What the task requires: What is needed is the exact text of each line in the listing below from the one with "middle pip: (327, 232)" up to and including the one with "index mcp: (262, 210)", and no pictures.

Records supplied:
________________

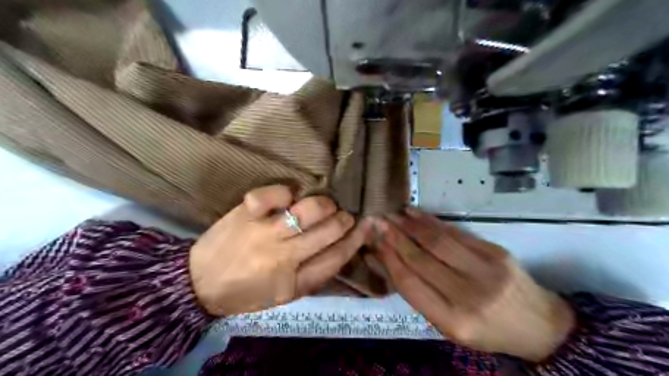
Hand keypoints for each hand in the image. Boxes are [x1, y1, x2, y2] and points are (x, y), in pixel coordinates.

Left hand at [189, 185, 370, 317]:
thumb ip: (314, 274)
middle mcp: (282, 257)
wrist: (199, 283)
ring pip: (308, 211)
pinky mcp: (246, 213)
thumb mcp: (284, 295)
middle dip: (344, 220)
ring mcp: (263, 232)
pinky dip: (287, 192)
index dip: (355, 240)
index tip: (366, 226)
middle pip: (327, 232)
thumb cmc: (246, 292)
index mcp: (293, 283)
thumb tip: (342, 248)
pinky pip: (274, 194)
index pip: (335, 258)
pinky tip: (290, 197)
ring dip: (324, 205)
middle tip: (344, 215)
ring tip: (325, 205)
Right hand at [373, 208, 571, 360]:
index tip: (375, 241)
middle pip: (422, 259)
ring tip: (393, 215)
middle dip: (396, 238)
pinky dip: (432, 222)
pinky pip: (456, 233)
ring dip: (411, 225)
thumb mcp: (450, 326)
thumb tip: (391, 262)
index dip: (390, 259)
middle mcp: (468, 296)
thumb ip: (421, 296)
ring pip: (438, 241)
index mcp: (453, 321)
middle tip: (378, 221)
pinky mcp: (496, 252)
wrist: (539, 325)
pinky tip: (416, 214)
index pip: (411, 284)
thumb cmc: (487, 330)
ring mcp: (486, 271)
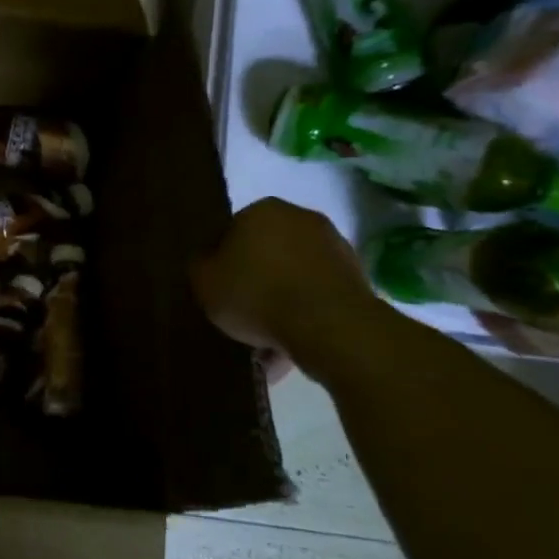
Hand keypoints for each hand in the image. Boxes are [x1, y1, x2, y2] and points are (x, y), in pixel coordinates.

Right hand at [189, 198, 376, 373]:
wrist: (330, 326)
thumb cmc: (257, 294)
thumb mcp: (205, 282)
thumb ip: (200, 266)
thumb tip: (208, 262)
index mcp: (262, 210)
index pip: (231, 233)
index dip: (221, 264)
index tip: (219, 291)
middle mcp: (301, 219)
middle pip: (266, 255)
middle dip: (255, 284)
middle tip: (240, 317)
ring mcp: (335, 248)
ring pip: (293, 279)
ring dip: (280, 305)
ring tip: (265, 345)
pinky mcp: (357, 280)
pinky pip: (317, 298)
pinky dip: (304, 318)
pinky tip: (289, 348)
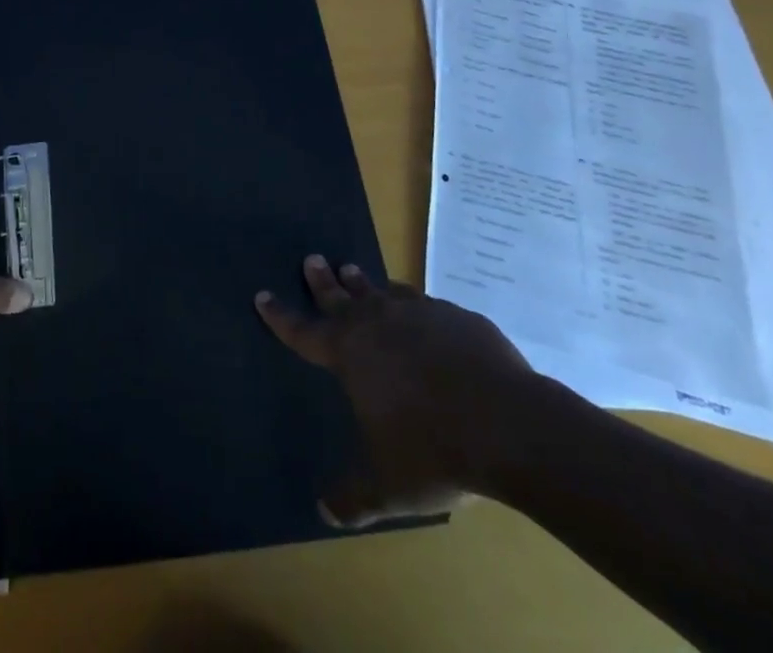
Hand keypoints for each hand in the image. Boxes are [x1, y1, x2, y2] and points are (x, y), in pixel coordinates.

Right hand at [256, 256, 540, 525]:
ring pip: (383, 293)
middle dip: (323, 280)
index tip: (262, 295)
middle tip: (313, 259)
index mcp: (350, 354)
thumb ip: (353, 497)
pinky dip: (416, 308)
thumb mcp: (388, 487)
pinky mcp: (458, 317)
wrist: (510, 425)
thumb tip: (323, 512)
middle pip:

________________

Written answer:
middle pip: (327, 232)
thumb cmc: (246, 292)
index mcp: (293, 283)
thumb tip: (342, 248)
pinky pip: (274, 194)
index pip: (335, 258)
pinky tip: (290, 197)
ring dip: (324, 205)
middle tip: (344, 215)
ring tip: (325, 205)
Right hand at [373, 208, 571, 360]:
index tip: (375, 241)
middle pip: (422, 259)
ring tip: (393, 215)
middle dip: (396, 238)
pinky dip: (432, 222)
pinky pip: (456, 233)
ring dip: (411, 225)
thumb mcp: (450, 326)
thumb tip: (391, 262)
index dip: (390, 259)
middle mcp: (468, 296)
thumb ip: (421, 296)
ring pip: (438, 241)
index mcp: (453, 321)
middle tip: (378, 221)
pinky mcp: (496, 252)
wrist: (539, 325)
pinky tip: (416, 214)
index pip: (411, 284)
thumb cmc: (487, 330)
ring mcp: (486, 271)
Hand keypoints for each hand in the image. Boxes are [x1, y1, x2, y2] and points are (x, y), in pixel coordinates.

Right hand at [189, 198, 376, 373]:
wrist: (330, 326)
thumb cmc: (257, 294)
thumb mcp: (205, 282)
thumb ip: (200, 266)
thumb tip: (208, 262)
index mcp: (262, 210)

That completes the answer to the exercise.